Start to finish, print the entries exactly, and carry none of the pictures over.

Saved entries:
>>>>>

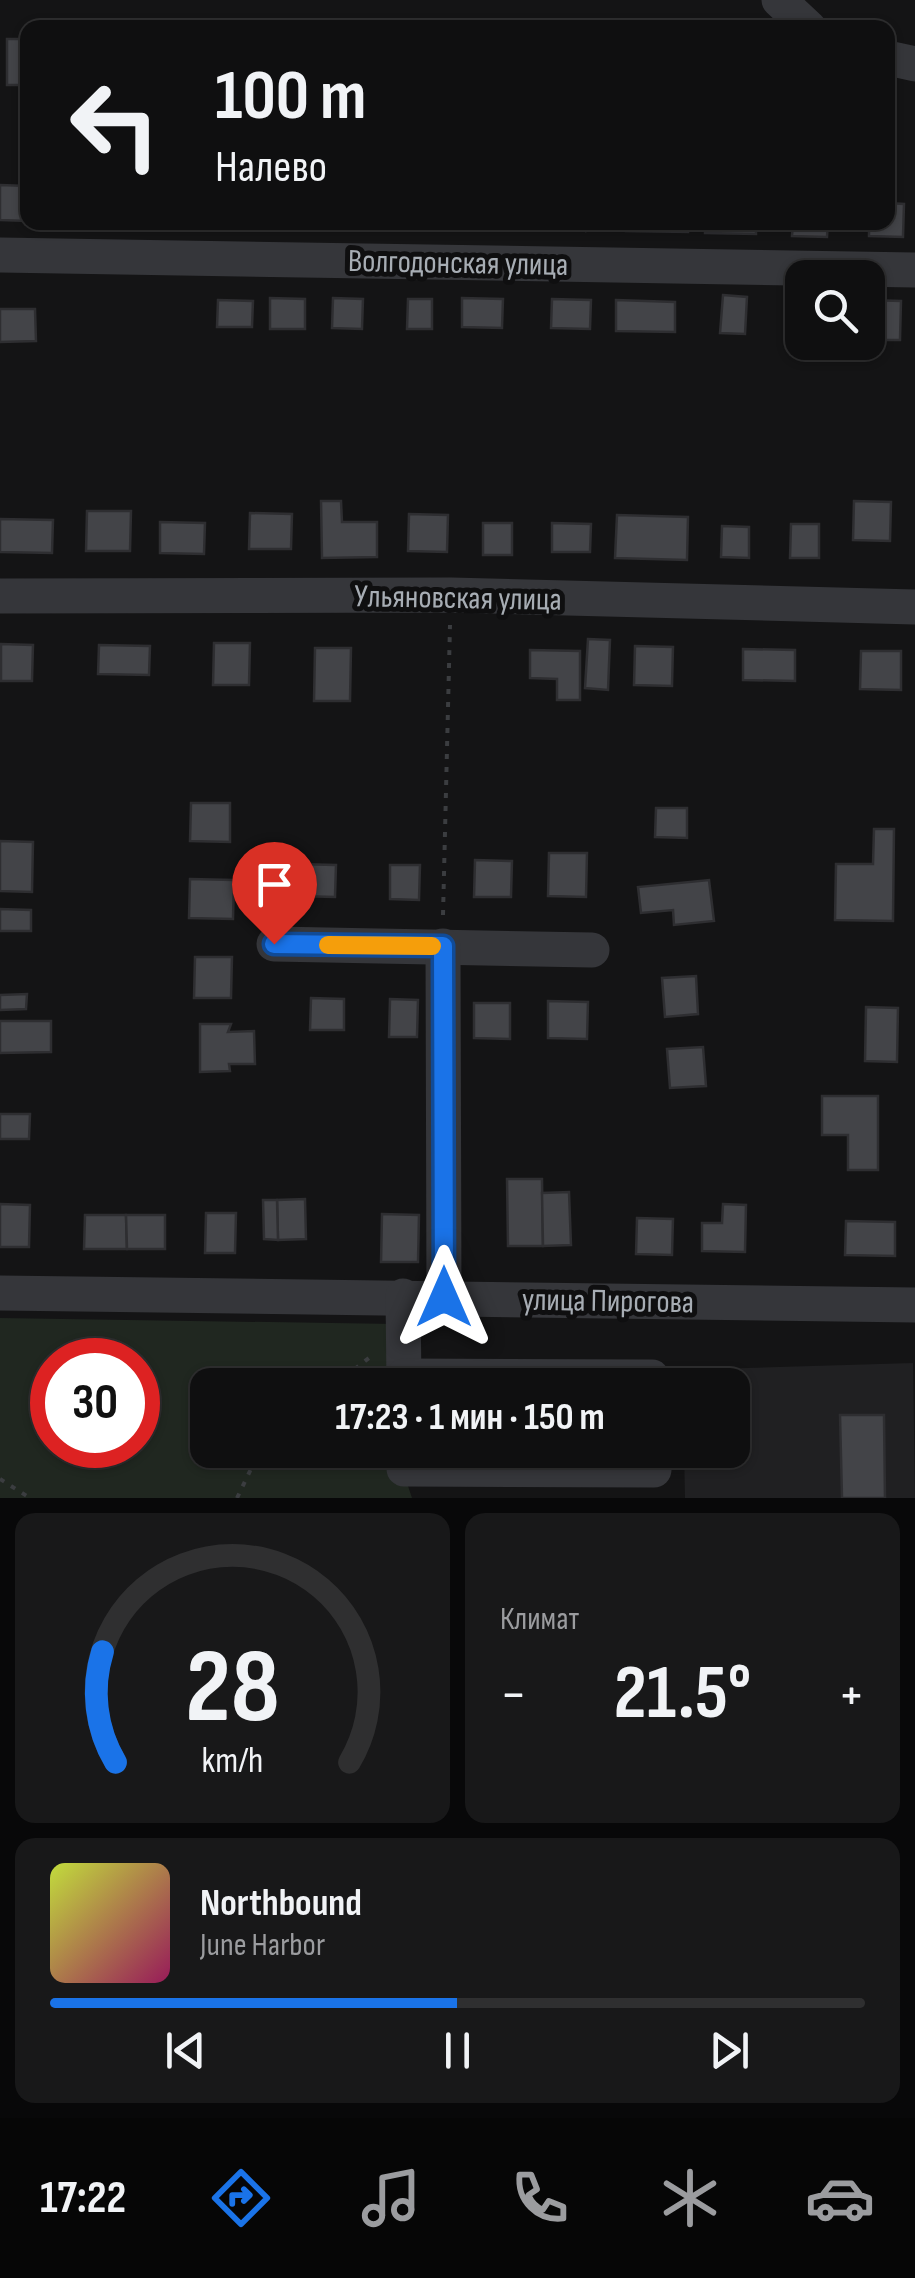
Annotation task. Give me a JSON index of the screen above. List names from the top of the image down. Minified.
{"streets":{"street":["Волгодонская улица","Ульяновская улица","улица Пирогова"]},"page":{"turn":["100 m","Налево"],"limit":"30","trip":"17:23 · 1 мин · 150 m","tile":"Климат","heat":["−","21.5°","+"],"song":["Northbound","June Harbor"],"tabs":"17:22","gauge":["28","km/h"]}}
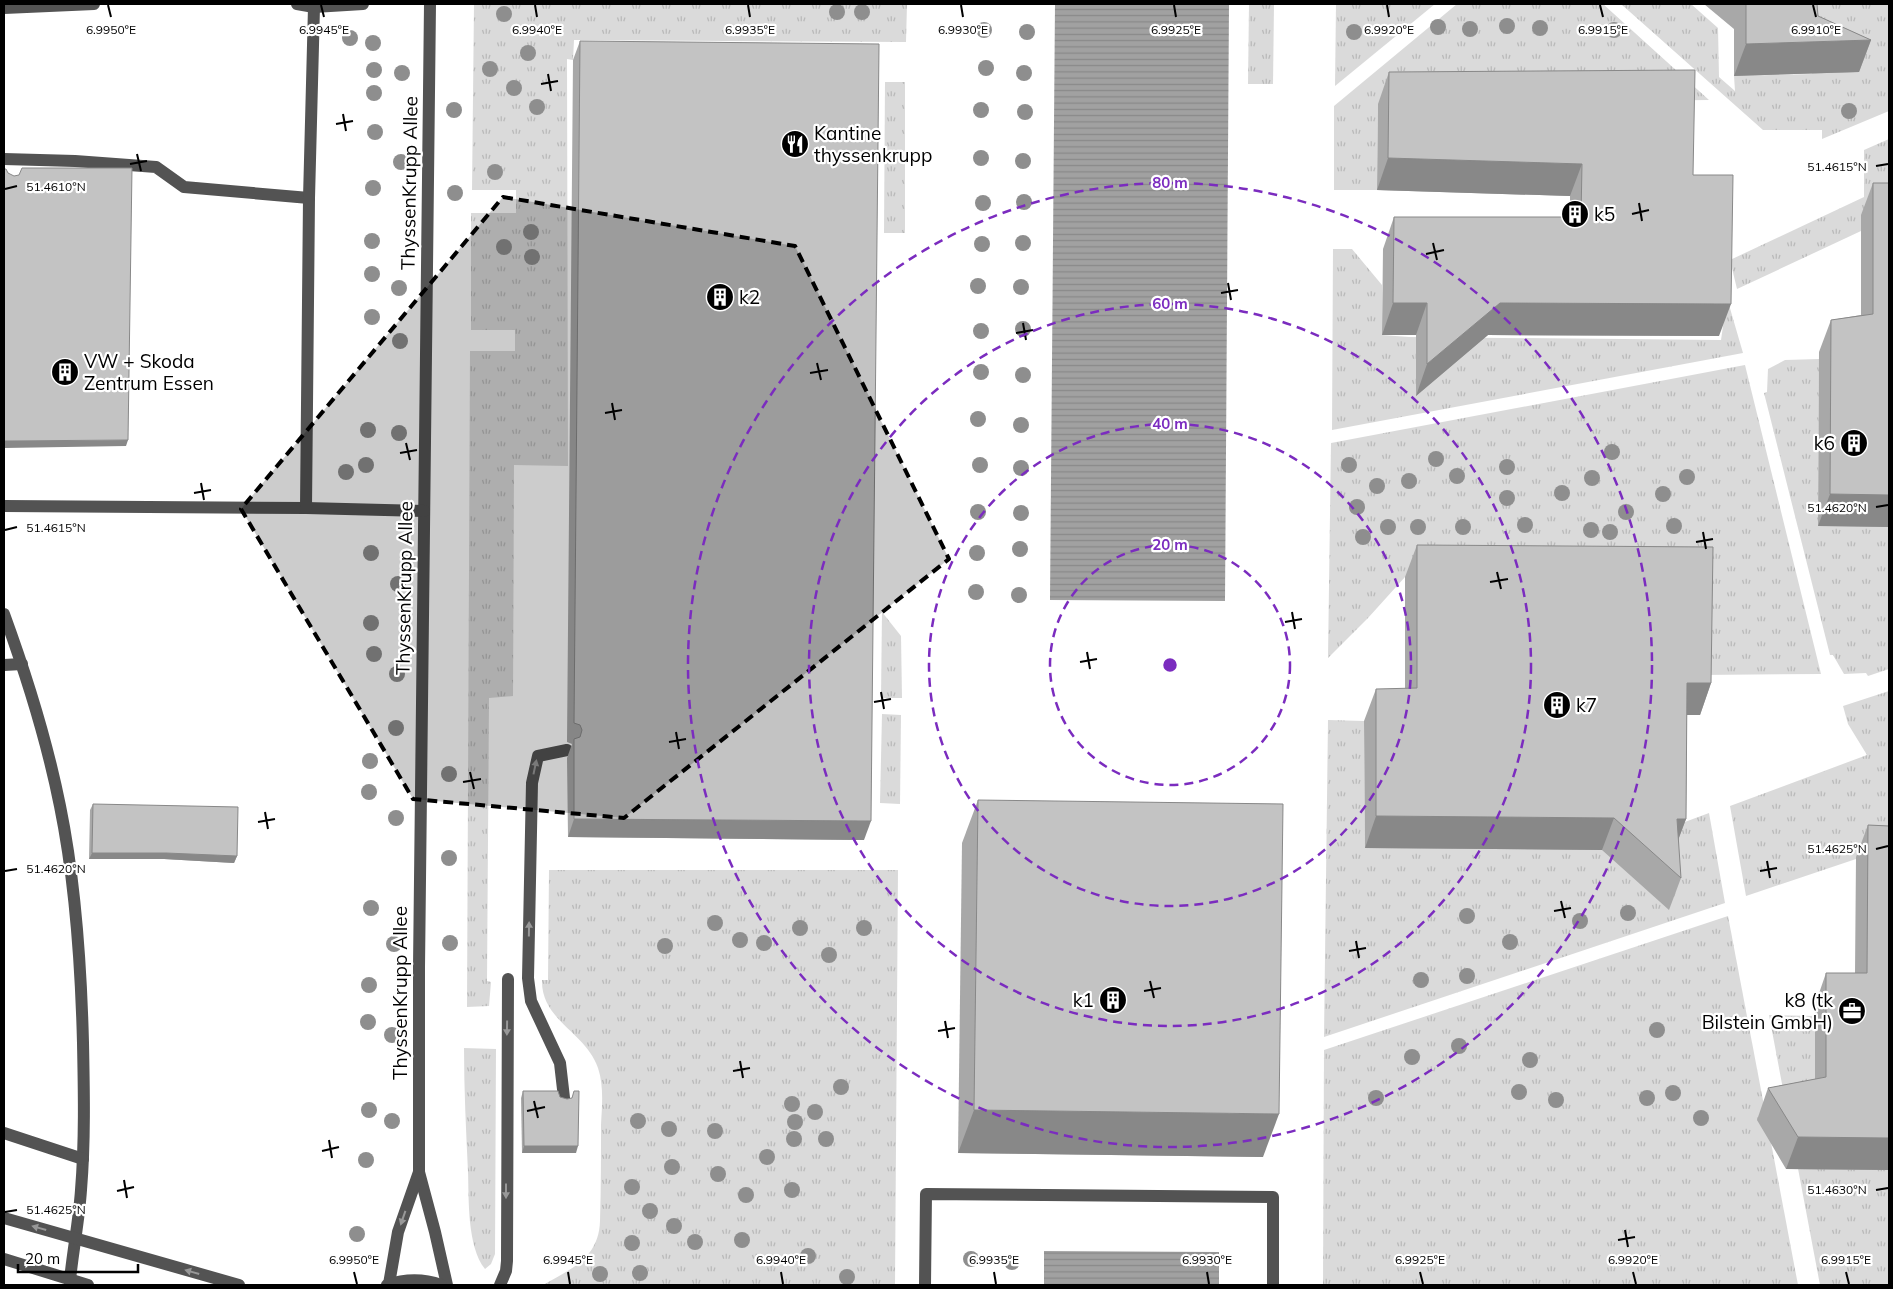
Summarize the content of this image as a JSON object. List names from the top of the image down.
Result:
{
  "streets": {
    "street": ["ThyssenKrupp Allee"]
  },
  "places": {
    "restaurant": ["Kantine thyssenkrupp"],
    "building": [
      "k5",
      "k2",
      "VW + Skoda Zentrum Essen",
      "k6",
      "k7",
      "k1"
    ],
    "office": ["k8 (tk Bilstein GmbH)"]
  },
  "scale_bar": "20 m",
  "coordinates": [
    "6.9950°E",
    "6.9945°E",
    "6.9940°E",
    "6.9935°E",
    "6.9930°E",
    "6.9925°E",
    "6.9920°E",
    "6.9915°E",
    "6.9910°E",
    "51.4615°N",
    "51.4610°N",
    "51.4620°N",
    "51.4625°N",
    "51.4630°N"
  ],
  "rings": [
    "80 m",
    "60 m",
    "40 m",
    "20 m"
  ]
}
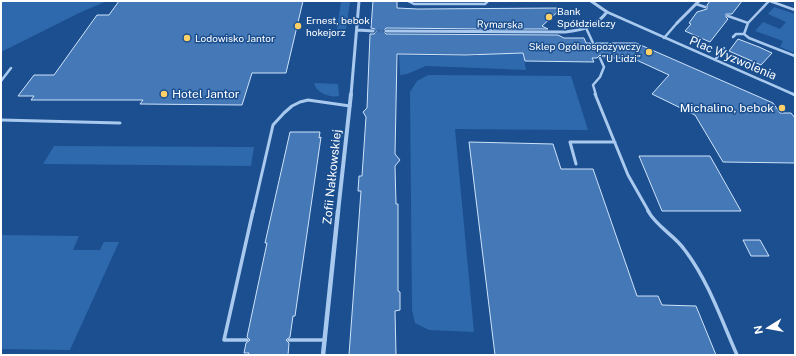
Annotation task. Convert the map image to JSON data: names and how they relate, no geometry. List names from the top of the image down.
{
  "streets": {
    "street": ["Rymarska", "Plac Wyzwolenia", "Zofii Nałkowskiej"]
  },
  "places": [
    "Bank Spółdzielczy",
    "Ernest, bebok hokejorz",
    "Lodowisko Jantor",
    "Sklep Ogólnospożywczy \"U Lidzi\"",
    "Hotel Jantor",
    "Michalino, bebok"
  ],
  "north": "left"
}
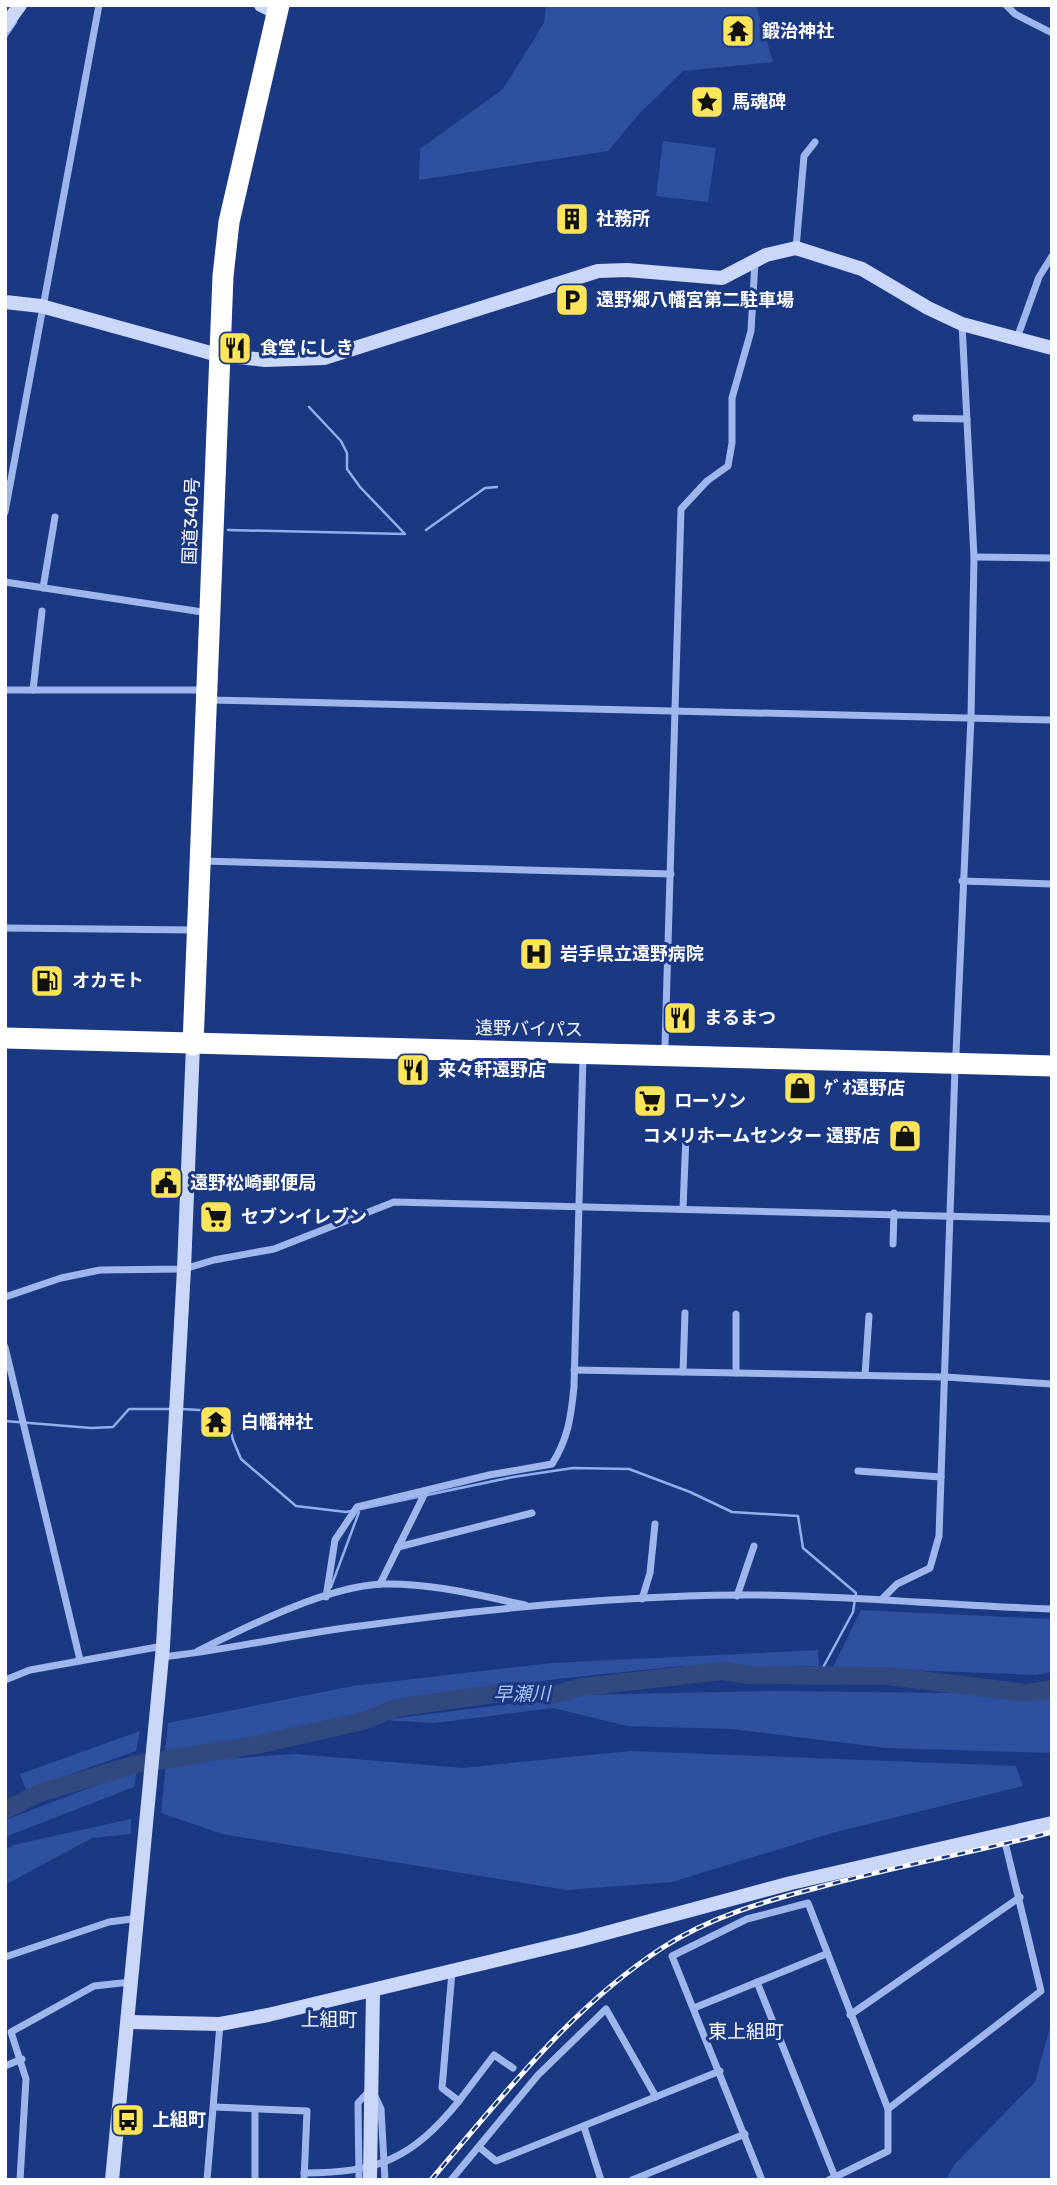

<<<<<

### Task solution
Annotation task. Give me a JSON index of the screen above. List names from the top of the image down. Minified.
{"streets":{"street":["Волгодонская улица","Ульяновская улица","улица Пирогова"]},"page":{"turn":["100 m","Налево"],"limit":"30","trip":"17:23 · 1 мин · 150 m","tile":"Климат","heat":["−","21.5°","+"],"song":["Northbound","June Harbor"],"tabs":"17:22","gauge":["28","km/h"]}}
Summarize the content of this image as a JSON object. List names from the top of the image down.
Result:
{
  "streets": {
    "street": ["ThyssenKrupp Allee"]
  },
  "places": {
    "restaurant": ["Kantine thyssenkrupp"],
    "building": [
      "k5",
      "k2",
      "VW + Skoda Zentrum Essen",
      "k6",
      "k7",
      "k1"
    ],
    "office": ["k8 (tk Bilstein GmbH)"]
  },
  "scale_bar": "20 m",
  "coordinates": [
    "6.9950°E",
    "6.9945°E",
    "6.9940°E",
    "6.9935°E",
    "6.9930°E",
    "6.9925°E",
    "6.9920°E",
    "6.9915°E",
    "6.9910°E",
    "51.4615°N",
    "51.4610°N",
    "51.4620°N",
    "51.4625°N",
    "51.4630°N"
  ],
  "rings": [
    "80 m",
    "60 m",
    "40 m",
    "20 m"
  ]
}
Annotation task. Convert the map image to JSON data: names and how they relate, no geometry. List names from the top of the image down.
{
  "streets": {
    "street": ["Rymarska", "Plac Wyzwolenia", "Zofii Nałkowskiej"]
  },
  "places": [
    "Bank Spółdzielczy",
    "Ernest, bebok hokejorz",
    "Lodowisko Jantor",
    "Sklep Ogólnospożywczy \"U Lidzi\"",
    "Hotel Jantor",
    "Michalino, bebok"
  ],
  "north": "left"
}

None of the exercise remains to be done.